• _What to produce_
Please restate each entry word for word and leave the pictures out.

• _Material supplied_

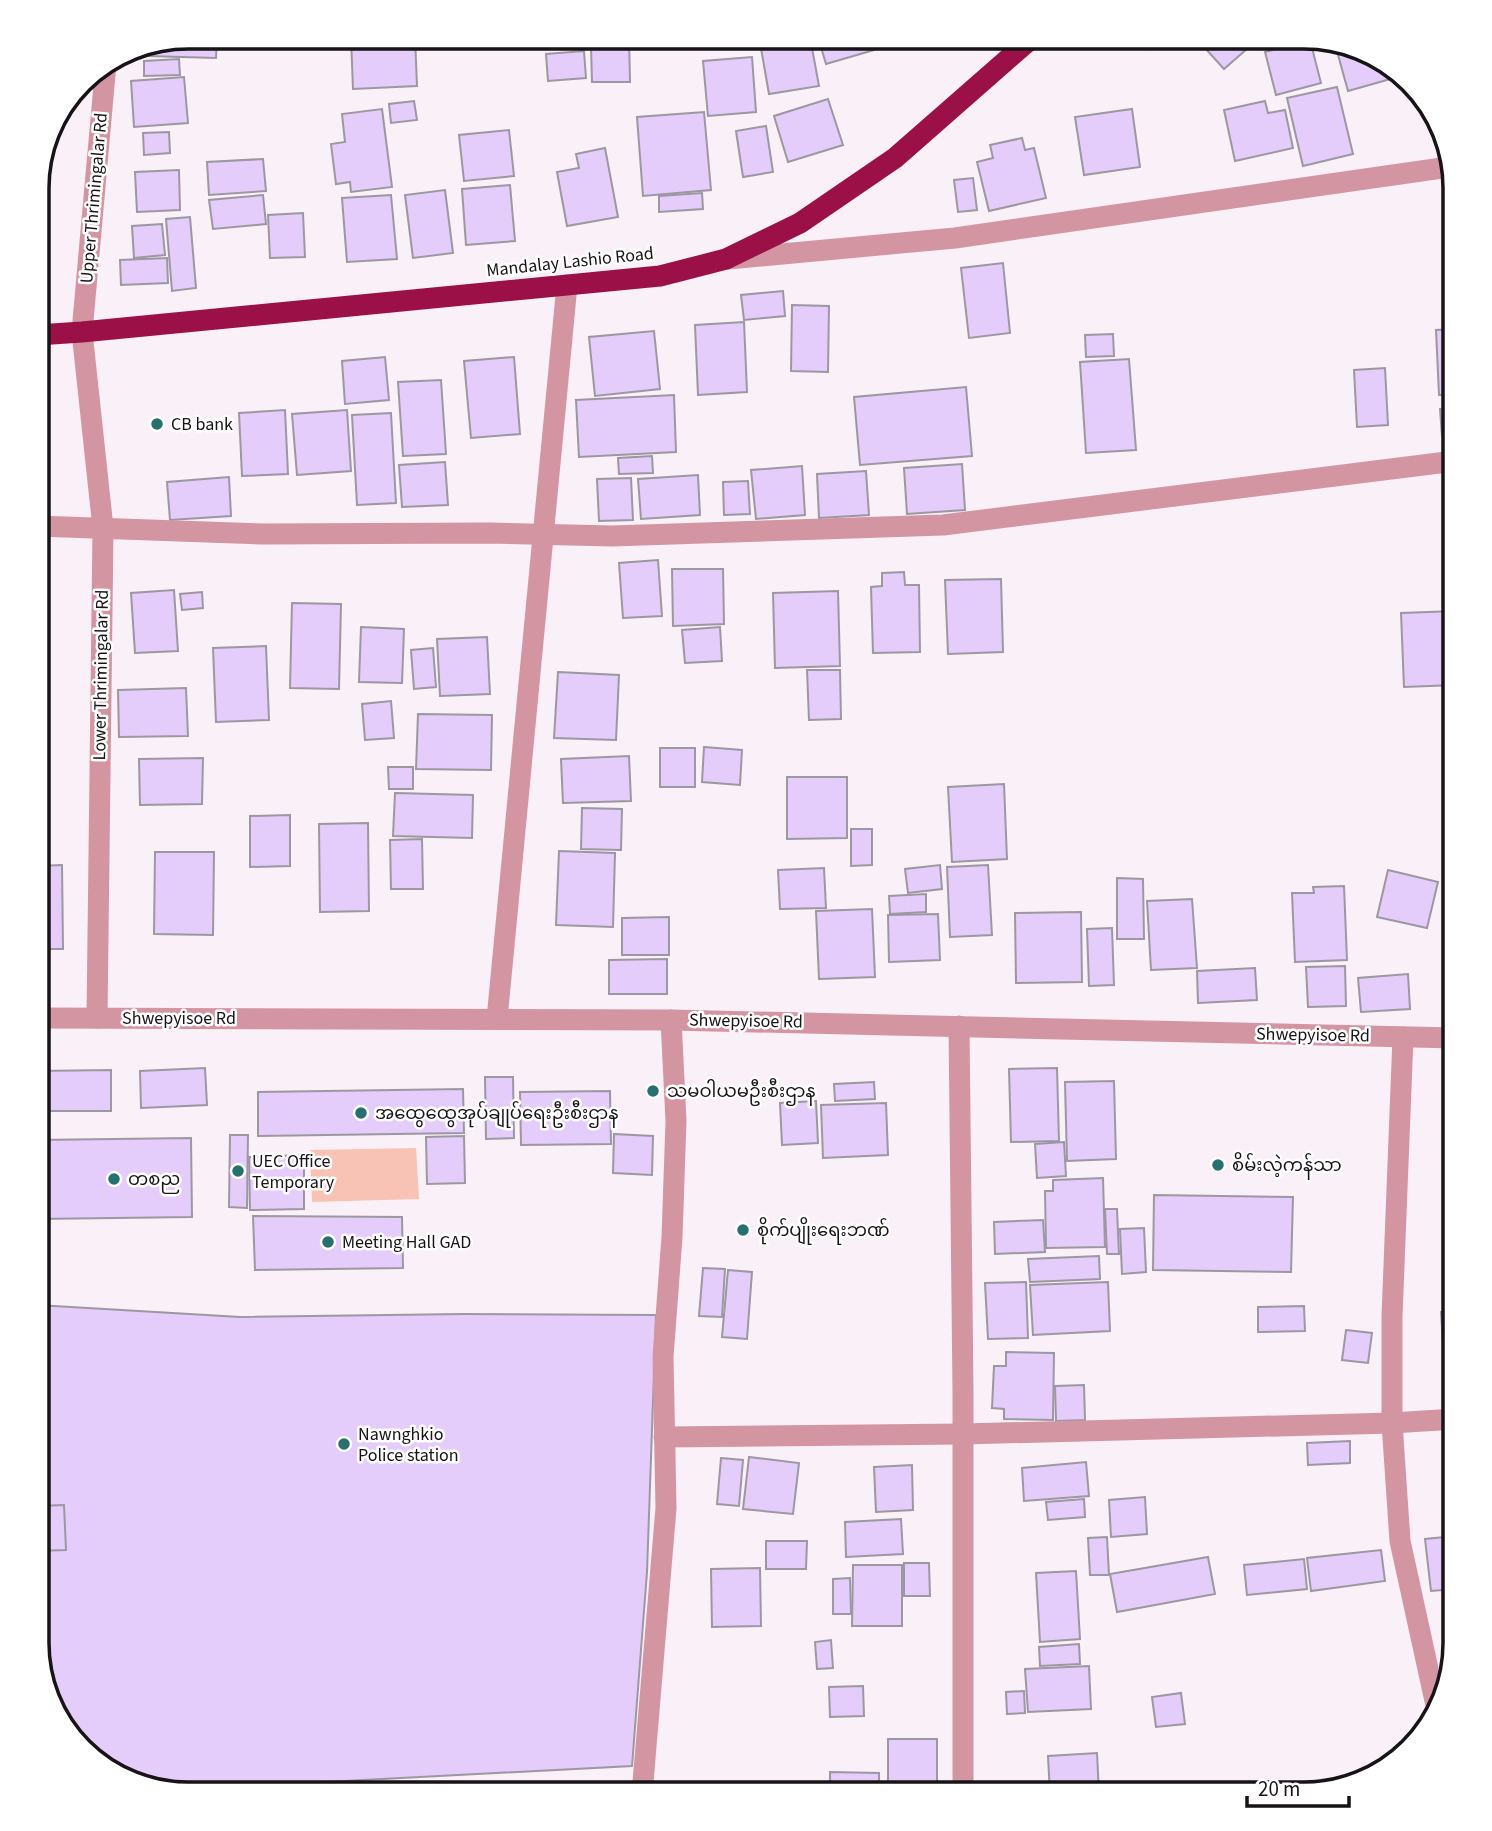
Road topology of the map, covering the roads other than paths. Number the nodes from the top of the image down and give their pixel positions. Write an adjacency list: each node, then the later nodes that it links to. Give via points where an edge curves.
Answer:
1 (1019, 49): 4 (highway, Mandalay Lashio Road, via 895,158 800,223)
2 (105, 78): 6 (street, Upper Thrimingalar Rd)
3 (1441, 168): 4 (street, via 955,238)
4 (726, 259): 5 (highway, Mandalay Lashio Road, via 660,276)
5 (567, 285): 6 (highway, Mandalay Lashio Road); 11 (street)
6 (82, 332): 7 (highway, Mandalay Lashio Road); 10 (street, Lower Thrimingalar Rd)
7 (49, 334)
8 (1443, 462): 11 (street, via 943,525)
9 (49, 526): 10 (street)
10 (103, 528): 11 (street); 13 (street, Lower Thrimingalar Rd)
11 (544, 535): 14 (street)
12 (49, 1018): 13 (street, Shwepyisoe Rd)
13 (97, 1018): 14 (street, Shwepyisoe Rd)
14 (498, 1019): 15 (street, Shwepyisoe Rd)
15 (671, 1020): 16 (street, Shwepyisoe Rd); 22 (street, via 676,1121 663,1357)
16 (959, 1026): 17 (street, Shwepyisoe Rd); 21 (street)
17 (1403, 1037): 18 (street, Shwepyisoe Rd); 20 (street)
18 (1443, 1038)
19 (1443, 1420): 20 (street)
20 (1392, 1423): 21 (street); 23 (street, via 1400,1541)
21 (963, 1434): 22 (street); 25 (street)
22 (664, 1437): 24 (street, via 666,1508)
23 (1433, 1693)
24 (643, 1782)
25 (963, 1782)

• _Answer to this problem_
Road topology of the map, covering the roads other than paths. Number the nodes from the top of the image down and give their pixel positions. Write an adjacency list: each node, then the later nodes that it links to. Give via points where an edge curves.
Answer:
1 (1019, 49): 4 (highway, Mandalay Lashio Road, via 895,158 800,223)
2 (105, 78): 6 (street, Upper Thrimingalar Rd)
3 (1441, 168): 4 (street, via 955,238)
4 (726, 259): 5 (highway, Mandalay Lashio Road, via 660,276)
5 (567, 285): 6 (highway, Mandalay Lashio Road); 11 (street)
6 (82, 332): 7 (highway, Mandalay Lashio Road); 10 (street, Lower Thrimingalar Rd)
7 (49, 334)
8 (1443, 462): 11 (street, via 943,525)
9 (49, 526): 10 (street)
10 (103, 528): 11 (street); 13 (street, Lower Thrimingalar Rd)
11 (544, 535): 14 (street)
12 (49, 1018): 13 (street, Shwepyisoe Rd)
13 (97, 1018): 14 (street, Shwepyisoe Rd)
14 (498, 1019): 15 (street, Shwepyisoe Rd)
15 (671, 1020): 16 (street, Shwepyisoe Rd); 22 (street, via 676,1121 663,1357)
16 (959, 1026): 17 (street, Shwepyisoe Rd); 21 (street)
17 (1403, 1037): 18 (street, Shwepyisoe Rd); 20 (street)
18 (1443, 1038)
19 (1443, 1420): 20 (street)
20 (1392, 1423): 21 (street); 23 (street, via 1400,1541)
21 (963, 1434): 22 (street); 25 (street)
22 (664, 1437): 24 (street, via 666,1508)
23 (1433, 1693)
24 (643, 1782)
25 (963, 1782)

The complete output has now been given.